* _ACTION ITEM_
Locate all lines in the data below that hold "tunnel" and show them.

* _SUPPLIED RECORDS_
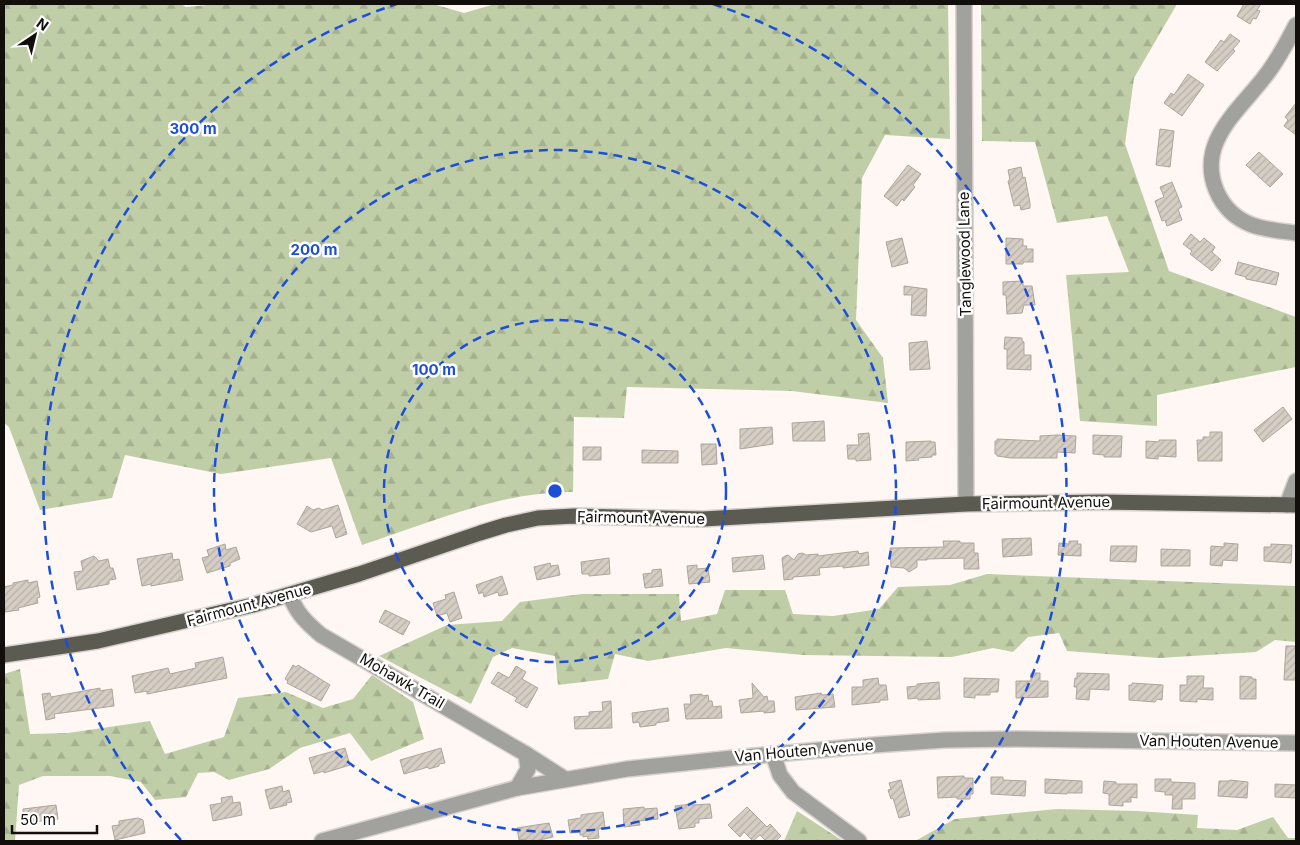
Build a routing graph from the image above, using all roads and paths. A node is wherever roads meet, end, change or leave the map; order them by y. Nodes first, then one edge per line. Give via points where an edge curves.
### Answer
1 (964, 4) edge
2 (1296, 25) edge
3 (1296, 233) edge
4 (1296, 481) edge
5 (966, 504) junction
6 (1291, 505) edge
7 (290, 595) junction
8 (4, 655) edge
9 (1296, 743) edge
10 (526, 754) junction
11 (773, 754) junction
12 (564, 779) junction
13 (518, 788) junction
14 (322, 841) edge
15 (859, 841) edge

1 - 5 street, Tanglewood Lane
2 - 3 street via 1270,71 1222,131 1214,148 1211,167 1217,192 1232,214 1258,227
4 - 6 street
5 - 6 main road, Fairmount Avenue
5 - 7 main road, Fairmount Avenue via 703,519 538,518 480,533
7 - 8 main road, Fairmount Avenue via 107,639
7 - 10 street, Mohawk Trail via 296,610 321,635
9 - 11 street, Van Houten Avenue via 945,740
10 - 12 street, Mohawk Trail
10 - 13 street via 528,769
11 - 12 street, Van Houten Avenue
11 - 15 street via 780,775 793,792
12 - 13 street, Van Houten Avenue
13 - 14 street, Van Houten Avenue

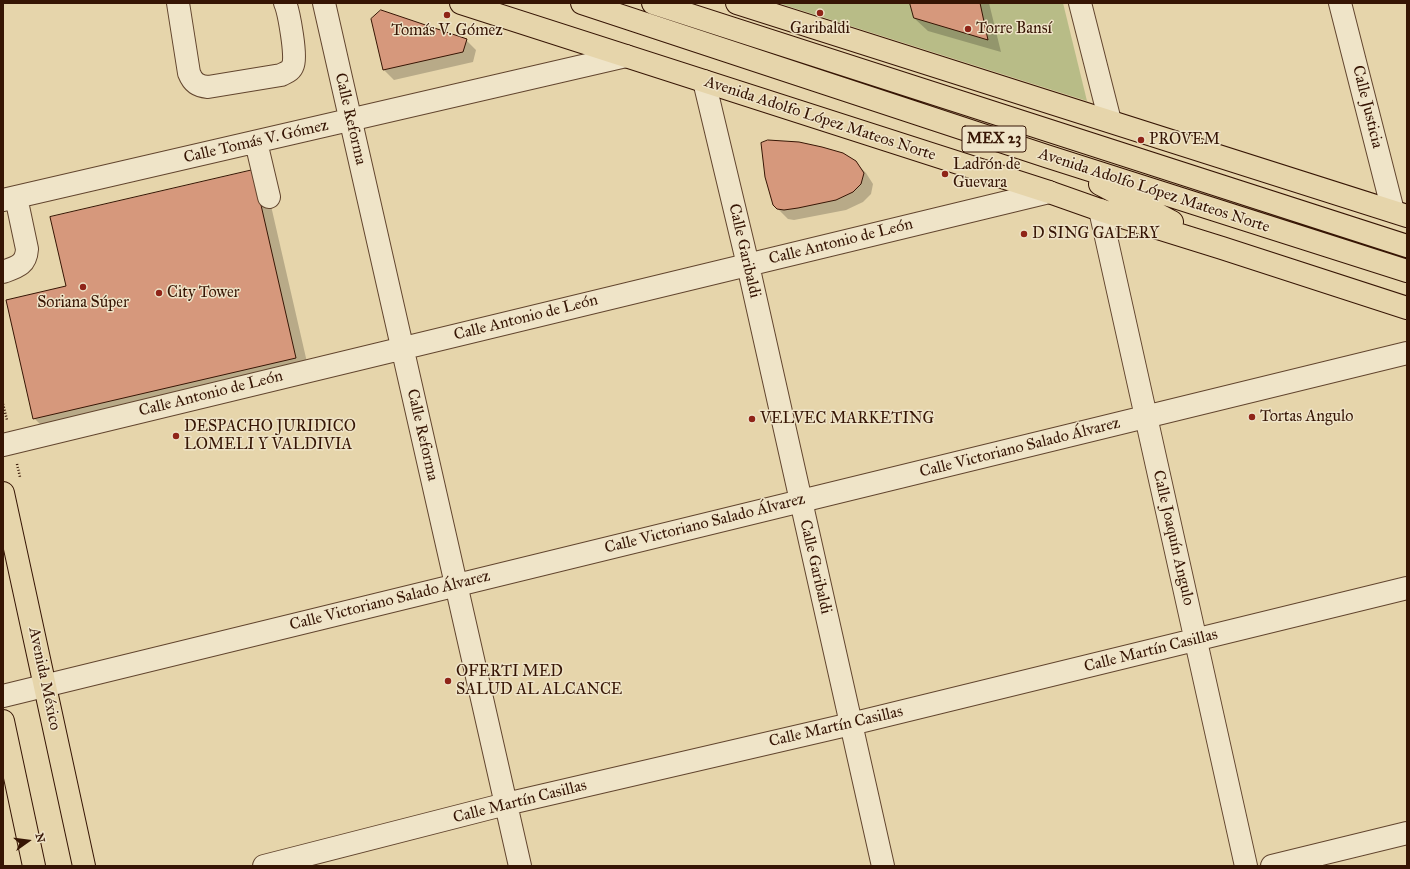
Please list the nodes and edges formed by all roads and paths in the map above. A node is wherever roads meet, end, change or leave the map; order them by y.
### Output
1 (178, 3) edge
2 (285, 3) edge
3 (324, 3) edge
4 (462, 3) edge
5 (582, 3) edge
6 (653, 3) edge
7 (737, 3) edge
8 (1080, 3) edge
9 (1340, 3) edge
10 (626, 56) junction
11 (864, 71) junction
12 (704, 81) junction
13 (1026, 95) junction
14 (350, 120) junction
15 (1110, 121) junction
16 (256, 142) junction
17 (1046, 156) junction
18 (1049, 192) junction
19 (269, 197) dead end
20 (10, 199) edge
21 (1100, 210) junction
22 (1400, 213) edge
23 (1407, 246) edge
24 (1222, 248) junction
25 (748, 265) junction
26 (1407, 271) edge
27 (3, 272) edge
28 (1407, 308) edge
29 (402, 348) junction
30 (1407, 353) edge
31 (1146, 417) junction
32 (3, 444) edge
33 (3, 493) edge
34 (801, 501) junction
35 (456, 585) junction
36 (1407, 588) edge
37 (1196, 640) junction
38 (45, 685) junction
39 (3, 696) edge
40 (3, 721) edge
41 (851, 724) junction
42 (506, 804) junction
43 (1407, 832) edge
44 (34, 866) edge
45 (84, 866) edge
46 (264, 866) edge
47 (520, 866) edge
48 (883, 866) edge
49 (1246, 866) edge
50 (1272, 866) edge

1 - 2 street
3 - 14 street, Calle Reforma
4 - 10 main road, Avenida Adolfo López Mateos Norte
5 - 17 main road, Avenida Adolfo López Mateos Norte / MEX 23
6 - 11 main road, Avenida Adolfo López Mateos Norte / MEX 23
7 - 13 main road
8 - 15 street
9 - 22 street, Calle Justicia
10 - 12 main road, Avenida Adolfo López Mateos Norte
10 - 14 street, Calle Tomás V. Gómez
11 - 13 main road
11 - 23 main road, Avenida Adolfo López Mateos Norte / MEX 23
12 - 18 main road, Avenida Adolfo López Mateos Norte
12 - 25 street, Calle Garibaldi
13 - 15 main road
14 - 16 street, Calle Tomás V. Gómez
14 - 29 street, Calle Reforma
15 - 22 main road
16 - 19 street
16 - 20 street, Calle Tomás V. Gómez
17 - 24 main road
17 - 26 main road, Avenida Adolfo López Mateos Norte / MEX 23
18 - 21 main road, Avenida Adolfo López Mateos Norte
18 - 25 street, Calle Antonio de León
20 - 27 street
21 - 24 main road, Avenida Adolfo López Mateos Norte
21 - 31 street, Calle Joaquín Angulo
24 - 28 main road, Avenida Adolfo López Mateos Norte
25 - 29 street, Calle Antonio de León
25 - 34 street, Calle Garibaldi
29 - 32 street, Calle Antonio de León
29 - 35 street, Calle Reforma
30 - 31 street, Calle Victoriano Salado Álvarez
31 - 34 street, Calle Victoriano Salado Álvarez
31 - 37 street, Calle Joaquín Angulo
33 - 38 main road, Avenida México
34 - 35 street, Calle Victoriano Salado Álvarez
34 - 41 street, Calle Garibaldi
35 - 38 street, Calle Victoriano Salado Álvarez
35 - 42 street, Calle Reforma
36 - 37 street, Calle Martín Casillas
37 - 41 street, Calle Martín Casillas
37 - 49 street, Calle Joaquín Angulo
38 - 39 street, Calle Victoriano Salado Álvarez
38 - 45 main road, Avenida México
40 - 44 main road
41 - 42 street, Calle Martín Casillas
41 - 48 street, Calle Garibaldi
42 - 46 street, Calle Martín Casillas
42 - 47 street, Calle Reforma
43 - 50 street

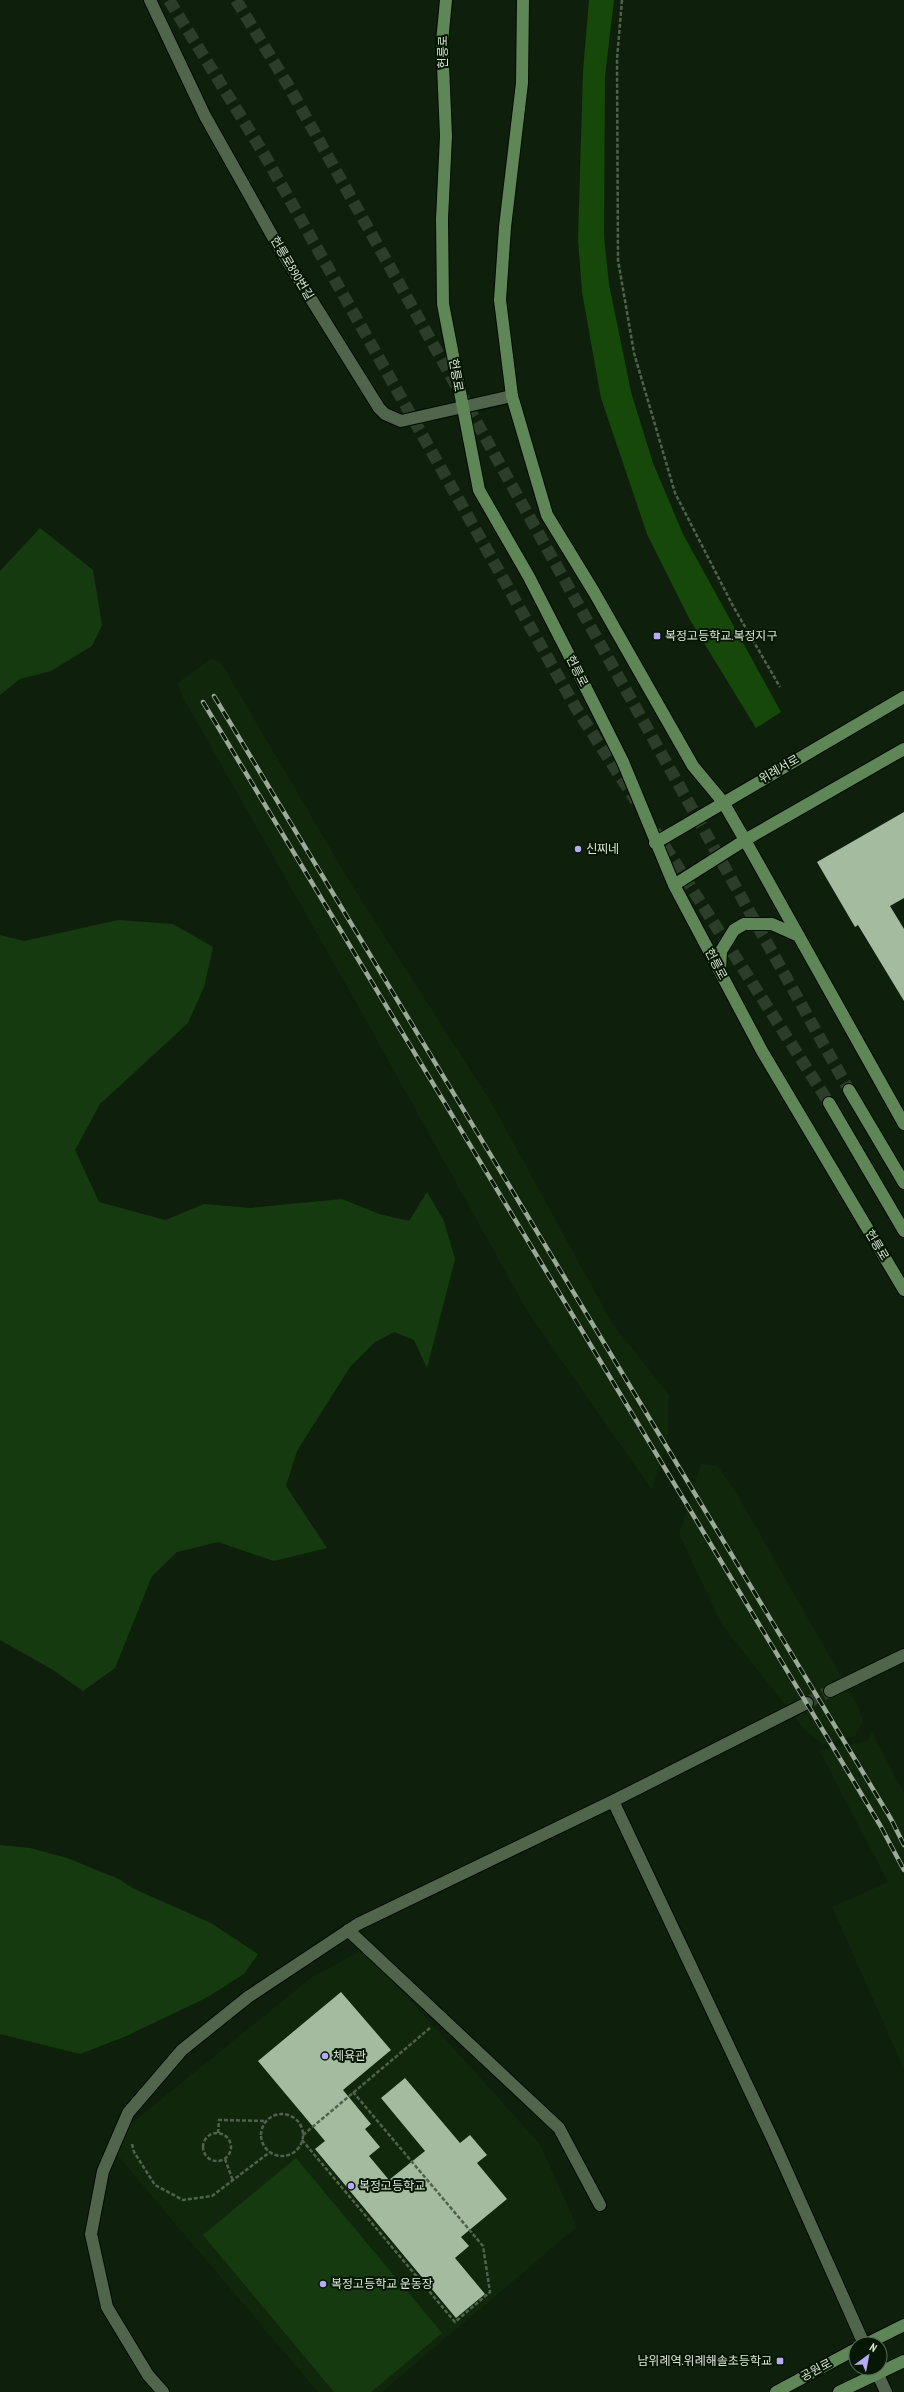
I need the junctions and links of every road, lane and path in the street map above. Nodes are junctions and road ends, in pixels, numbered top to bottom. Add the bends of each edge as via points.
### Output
1 (150, 0) edge
2 (446, 0) edge
3 (523, 0) edge
4 (622, 0) edge
5 (512, 396) junction
6 (461, 406) junction
7 (780, 687) dead end
8 (904, 697) edge
9 (904, 749) edge
10 (723, 802) junction
11 (745, 840) junction
12 (655, 842) junction
13 (674, 885) junction
14 (799, 936) junction
15 (720, 971) junction
16 (850, 1090) tunnel mouth
17 (829, 1103) tunnel mouth
18 (904, 1124) edge
19 (904, 1183) edge
20 (904, 1231) edge
21 (904, 1290) edge
22 (904, 1655) edge
23 (830, 1691) tunnel mouth
24 (807, 1703) tunnel mouth
25 (613, 1801) junction
26 (348, 1930) junction
27 (431, 2028) dead end
28 (353, 2092) junction
29 (126, 2117) junction
30 (267, 2121) junction
31 (218, 2133) junction
32 (303, 2135) junction
33 (302, 2140) junction
34 (270, 2152) junction
35 (225, 2159) junction
36 (233, 2181) junction
37 (600, 2205) dead end
38 (904, 2325) edge
39 (861, 2336) edge
40 (881, 2336) edge
41 (848, 2353) edge
42 (904, 2361) edge
43 (888, 2367) edge
44 (867, 2376) edge
45 (878, 2376) edge
46 (162, 2392) edge
47 (776, 2392) edge
48 (840, 2392) edge
49 (886, 2392) edge

1 - 6 street, 헌릉로890번길 via 209,123 278,246 379,408 385,414 401,421
2 - 6 main road, 헌릉로 via 442,42 446,136 442,219 443,304
3 - 5 main road via 522,83 505,227 500,300
4 - 7 path via 617,59 618,260 634,353 675,493 733,606
5 - 6 street, 헌릉로890번길
5 - 10 main road via 547,516 594,592 693,766
6 - 12 main road, 헌릉로 via 479,490 529,577 599,714 623,762
8 - 10 main road, 위례서로
9 - 11 main road
10 - 11 main road
10 - 12 main road, 위례서로
11 - 13 main road
11 - 14 main road
12 - 13 main road, 헌릉로
13 - 15 main road, 헌릉로
14 - 15 main road via 772,924 744,924 734,930 721,951
14 - 18 main road
15 - 21 main road, 헌릉로 via 762,1051
16 - 19 main road
17 - 20 main road
22 - 23 street
24 - 25 street
25 - 26 street
25 - 39 street via 770,2133
26 - 29 street via 248,1997 182,2050
26 - 37 street via 559,2128
27 - 28 path
28 - 32 path
28 - 33 path via 483,2246 490,2292 455,2322
29 - 36 path via 134,2152 155,2185 183,2200 212,2196
29 - 46 street via 103,2171 91,2234 107,2307 148,2375
30 - 31 path via 219,2120
30 - 32 path via 275,2116 288,2115 298,2122
30 - 34 path via 261,2135 262,2142
31 - 35 path via 227,2136 232,2144 230,2154
31 - 35 path via 206,2139 204,2152 214,2161
32 - 33 path
33 - 34 path via 295,2152 289,2155 282,2156
34 - 36 path
35 - 36 path
38 - 40 main road
41 - 47 main road, 공원로
42 - 43 main road
44 - 48 main road
45 - 49 street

* _SOLUTION TO THIS TASK_
16 (850, 1090) tunnel mouth
17 (829, 1103) tunnel mouth
23 (830, 1691) tunnel mouth
24 (807, 1703) tunnel mouth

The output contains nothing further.